La traduzione incrociata presenta una "distinzione", come è dovuto da tutti quegli autori che si sono confrontati davvero con Tommaso e non con la scolastica "tomistica", ma non è la distinzione tra due piani: il cielo sopra e la terra sotto.

Fessard e de Lubac sono gli autori di questa primo risveglio spirituale: Ignazio e Tommaso vengono letti nella loro intenzione originaria.

L'impegno cristiano del mondo nasce con il "Suscipe" (preghiera ignaziana) al cospetto dell'impegno di Dio e noi partecipiamo a questo impegno senza saltare né la natura né Dio. Abbi fiducia nell'impegno di Dio per il mondo, ma come se tutto dipendesse da te. Ed impegnati nel mondo sapendo che il tuo contributo è "nulla" e come se Dio facesse tutto.

Questo "come se" ci insegna Massimo Borghesi non ha nulla a che fare con un "come se" kantiano gnoseologico, ma è il tentativo di esprime che quando sulla scelta del mondo agiscono la libertà di Dio e quella dell'uomo, non si potrà che presentare questa azione come un un azione di "opposti", ma "incrociata", come lo è l'amore tra l'uomo e la donna. L'amore non è un "sistema", ma per l'appunto incontro drammatico tra libertà.

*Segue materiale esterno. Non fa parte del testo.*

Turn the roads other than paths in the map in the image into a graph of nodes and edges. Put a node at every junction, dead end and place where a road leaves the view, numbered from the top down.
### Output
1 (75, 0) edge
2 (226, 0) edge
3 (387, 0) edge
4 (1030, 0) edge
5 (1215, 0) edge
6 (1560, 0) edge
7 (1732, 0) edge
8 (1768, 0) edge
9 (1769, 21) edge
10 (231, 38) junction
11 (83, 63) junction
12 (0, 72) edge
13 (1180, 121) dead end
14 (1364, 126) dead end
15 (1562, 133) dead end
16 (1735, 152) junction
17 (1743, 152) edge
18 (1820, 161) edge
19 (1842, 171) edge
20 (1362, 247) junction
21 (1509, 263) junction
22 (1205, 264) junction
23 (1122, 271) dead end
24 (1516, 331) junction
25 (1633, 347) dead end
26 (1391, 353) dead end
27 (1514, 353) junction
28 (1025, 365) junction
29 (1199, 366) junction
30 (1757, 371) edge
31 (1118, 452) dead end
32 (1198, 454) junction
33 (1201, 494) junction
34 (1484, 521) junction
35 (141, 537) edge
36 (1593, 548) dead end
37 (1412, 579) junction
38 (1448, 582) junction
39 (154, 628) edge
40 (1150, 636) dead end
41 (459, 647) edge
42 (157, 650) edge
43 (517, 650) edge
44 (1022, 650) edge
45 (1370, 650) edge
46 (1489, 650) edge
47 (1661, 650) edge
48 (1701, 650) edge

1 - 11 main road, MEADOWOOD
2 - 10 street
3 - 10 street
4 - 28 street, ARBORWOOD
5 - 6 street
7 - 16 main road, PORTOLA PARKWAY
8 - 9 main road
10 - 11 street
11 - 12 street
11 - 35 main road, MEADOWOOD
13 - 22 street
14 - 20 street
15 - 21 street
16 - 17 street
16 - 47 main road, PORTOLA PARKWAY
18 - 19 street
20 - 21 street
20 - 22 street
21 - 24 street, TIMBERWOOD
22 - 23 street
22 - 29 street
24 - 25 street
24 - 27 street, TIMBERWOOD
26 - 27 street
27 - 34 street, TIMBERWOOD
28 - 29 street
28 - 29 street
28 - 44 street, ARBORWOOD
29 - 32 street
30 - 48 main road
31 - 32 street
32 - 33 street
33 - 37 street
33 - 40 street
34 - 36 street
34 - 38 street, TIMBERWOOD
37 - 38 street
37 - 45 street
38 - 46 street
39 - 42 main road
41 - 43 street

I mei autori, Hans Urs von Balthasar e Ferdinand Ulrich mi nano educato a comprendere tutto ciò, forse questo è il motivo per cui, per grazia, non ho mai avuto difficoltà a ricevere il papato di Francesco come un dono!

(12.11.17)

Non si deve dividere "il corpo di Cristo lungo linee temporali" (Papa Francesco) - in dialogo con Massimo Borghesi

Nel suo libro sul Papa appena uscito dalla Jaca Book (ibidem, 1,2) Borghesi schizza il contesto storico dell'inizio della missione ecclesiale di Jorge Mario Bergoglio, nel contesto quindi di Juan Domingo Perón e la Chiesa.

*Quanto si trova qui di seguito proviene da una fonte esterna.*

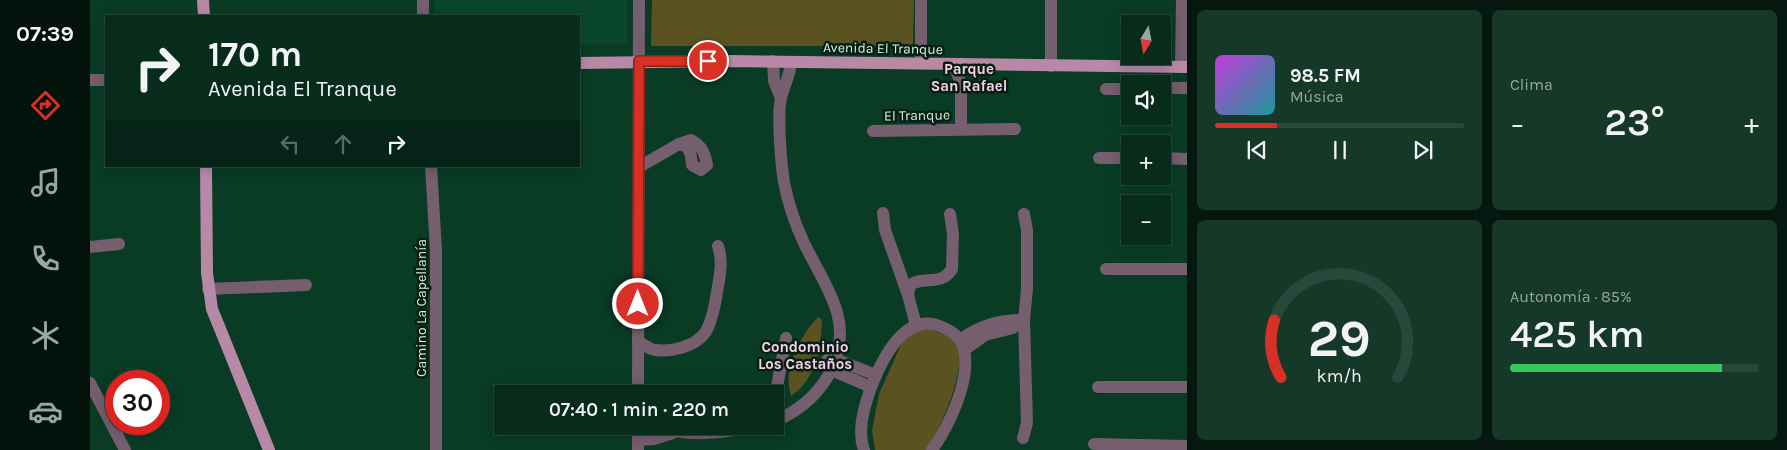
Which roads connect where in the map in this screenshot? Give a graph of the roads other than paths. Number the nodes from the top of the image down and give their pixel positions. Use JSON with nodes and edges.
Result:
{"nodes":[{"id":1,"x":203,"y":0,"type":"edge"},
{"id":2,"x":423,"y":0,"type":"edge"},
{"id":3,"x":640,"y":0,"type":"edge"},
{"id":4,"x":922,"y":0,"type":"edge"},
{"id":5,"x":1052,"y":0,"type":"edge"},
{"id":6,"x":1184,"y":1,"type":"edge"},
{"id":7,"x":204,"y":15,"type":"edge"},
{"id":8,"x":423,"y":15,"type":"edge"},
{"id":9,"x":639,"y":61,"type":"junction"},
{"id":10,"x":772,"y":61,"type":"junction"},
{"id":11,"x":791,"y":62,"type":"junction"},
{"id":12,"x":921,"y":62,"type":"junction"},
{"id":13,"x":580,"y":63,"type":"edge"},
{"id":14,"x":954,"y":64,"type":"junction"},
{"id":15,"x":972,"y":64,"type":"junction"},
{"id":16,"x":1051,"y":66,"type":"junction"},
{"id":17,"x":1184,"y":67,"type":"edge"},
{"id":18,"x":90,"y":80,"type":"edge"},
{"id":19,"x":105,"y":80,"type":"edge"},
{"id":20,"x":961,"y":84,"type":"junction"},
{"id":21,"x":1171,"y":88,"type":"edge"},
{"id":22,"x":1187,"y":88,"type":"edge"},
{"id":23,"x":1106,"y":89,"type":"dead end"},
{"id":24,"x":1121,"y":89,"type":"edge"},
{"id":25,"x":781,"y":98,"type":"junction"},
{"id":26,"x":961,"y":129,"type":"junction"},
{"id":27,"x":1015,"y":129,"type":"dead end"},
{"id":28,"x":873,"y":131,"type":"dead end"},
{"id":29,"x":679,"y":144,"type":"dead end"},
{"id":30,"x":639,"y":150,"type":"junction"},
{"id":31,"x":656,"y":156,"type":"junction"},
{"id":32,"x":1099,"y":158,"type":"dead end"},
{"id":33,"x":1121,"y":158,"type":"edge"},
{"id":34,"x":1171,"y":158,"type":"edge"},
{"id":35,"x":1187,"y":159,"type":"edge"},
{"id":36,"x":206,"y":167,"type":"edge"},
{"id":37,"x":431,"y":167,"type":"edge"},
{"id":38,"x":639,"y":167,"type":"junction"},
{"id":39,"x":882,"y":213,"type":"dead end"},
{"id":40,"x":950,"y":214,"type":"dead end"},
{"id":41,"x":1024,"y":214,"type":"dead end"},
{"id":42,"x":119,"y":244,"type":"dead end"},
{"id":43,"x":718,"y":246,"type":"dead end"},
{"id":44,"x":90,"y":247,"type":"edge"},
{"id":45,"x":1106,"y":269,"type":"dead end"},
{"id":46,"x":1187,"y":270,"type":"edge"},
{"id":47,"x":306,"y":286,"type":"dead end"},
{"id":48,"x":208,"y":288,"type":"junction"},
{"id":49,"x":912,"y":291,"type":"junction"},
{"id":50,"x":920,"y":324,"type":"junction"},
{"id":51,"x":1024,"y":324,"type":"junction"},
{"id":52,"x":786,"y":338,"type":"dead end"},
{"id":53,"x":638,"y":341,"type":"junction"},
{"id":54,"x":962,"y":345,"type":"junction"},
{"id":55,"x":653,"y":350,"type":"junction"},
{"id":56,"x":638,"y":361,"type":"junction"},
{"id":57,"x":831,"y":363,"type":"junction"},
{"id":58,"x":874,"y":381,"type":"junction"},
{"id":59,"x":90,"y":383,"type":"edge"},
{"id":60,"x":638,"y":385,"type":"edge"},
{"id":61,"x":777,"y":385,"type":"edge"},
{"id":62,"x":1098,"y":387,"type":"dead end"},
{"id":63,"x":1187,"y":387,"type":"edge"},
{"id":64,"x":784,"y":416,"type":"edge"},
{"id":65,"x":666,"y":435,"type":"edge"},
{"id":66,"x":1023,"y":438,"type":"dead end"},
{"id":67,"x":1094,"y":444,"type":"dead end"},
{"id":68,"x":638,"y":445,"type":"edge"},
{"id":69,"x":1187,"y":446,"type":"edge"},
{"id":70,"x":125,"y":450,"type":"edge"},
{"id":71,"x":269,"y":450,"type":"edge"},
{"id":72,"x":436,"y":450,"type":"edge"},
{"id":73,"x":864,"y":450,"type":"edge"},
{"id":74,"x":932,"y":450,"type":"edge"}],
"edges":[{"from":1,"to":7,"type":"main road"},
{"from":2,"to":8,"type":"street"},
{"from":3,"to":9,"type":"street"},
{"from":4,"to":12,"type":"street"},
{"from":5,"to":16,"type":"street"},
{"from":6,"to":17,"type":"street"},
{"from":9,"to":10,"type":"main road","name":"Avenida El Tranque"},
{"from":9,"to":13,"type":"main road","name":"Avenida El Tranque"},
{"from":9,"to":30,"type":"street"},
{"from":10,"to":11,"type":"main road","name":"Avenida El Tranque"},
{"from":10,"to":25,"type":"street"},
{"from":11,"to":12,"type":"main road","name":"Avenida El Tranque"},
{"from":11,"to":25,"type":"street"},
{"from":12,"to":14,"type":"main road","name":"Avenida El Tranque"},
{"from":14,"to":15,"type":"main road","name":"Avenida El Tranque"},
{"from":14,"to":20,"type":"street","name":"El Tranque"},
{"from":15,"to":16,"type":"main road","name":"Avenida El Tranque"},
{"from":15,"to":20,"type":"street","name":"El Tranque"},
{"from":16,"to":17,"type":"main road","name":"Avenida El Tranque"},
{"from":18,"to":19,"type":"street"},
{"from":20,"to":26,"type":"street","name":"El Tranque"},
{"from":21,"to":22,"type":"street"},
{"from":23,"to":24,"type":"street"},
{"from":25,"to":57,"type":"street"},
{"from":26,"to":27,"type":"street","name":"El Tranque"},
{"from":26,"to":28,"type":"street","name":"El Tranque"},
{"from":29,"to":31,"type":"street"},
{"from":30,"to":31,"type":"street"},
{"from":30,"to":38,"type":"street"},
{"from":31,"to":38,"type":"street"},
{"from":32,"to":33,"type":"street"},
{"from":34,"to":35,"type":"street"},
{"from":36,"to":48,"type":"main road"},
{"from":37,"to":72,"type":"street","name":"Camino La Capellanía"},
{"from":38,"to":53,"type":"street"},
{"from":39,"to":49,"type":"street"},
{"from":40,"to":49,"type":"street"},
{"from":41,"to":51,"type":"street"},
{"from":42,"to":44,"type":"street"},
{"from":43,"to":55,"type":"street"},
{"from":45,"to":46,"type":"street"},
{"from":47,"to":48,"type":"street"},
{"from":48,"to":71,"type":"main road"},
{"from":49,"to":50,"type":"street"},
{"from":50,"to":54,"type":"street"},
{"from":50,"to":58,"type":"street"},
{"from":51,"to":54,"type":"street"},
{"from":51,"to":66,"type":"street"},
{"from":52,"to":61,"type":"street"},
{"from":53,"to":55,"type":"street"},
{"from":53,"to":56,"type":"street"},
{"from":54,"to":74,"type":"street"},
{"from":55,"to":56,"type":"street"},
{"from":56,"to":60,"type":"street"},
{"from":57,"to":58,"type":"street"},
{"from":57,"to":64,"type":"street"},
{"from":58,"to":73,"type":"street"},
{"from":59,"to":70,"type":"street"},
{"from":62,"to":63,"type":"street"},
{"from":65,"to":68,"type":"street"},
{"from":67,"to":69,"type":"street"}]}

Il testo non è filosoficamente complesso e può essere letto da tutti con facilità. Sottolineo alcune linee di pensiero che mi sembrano molto importanti, ma che non possono e non vogliono risparmiare la lettura del testo.

1. Dal padre domenicano Yves Congar Bergoglio eredita un'idea di riforma della Chiesa che valorizza la tradizione. Senza adorazione eucaristica, rispetto del magistero e del suo insegnamento, senza i santi, etc. non vi è e non vi sarà mai una riforma cattolica della Chiesa.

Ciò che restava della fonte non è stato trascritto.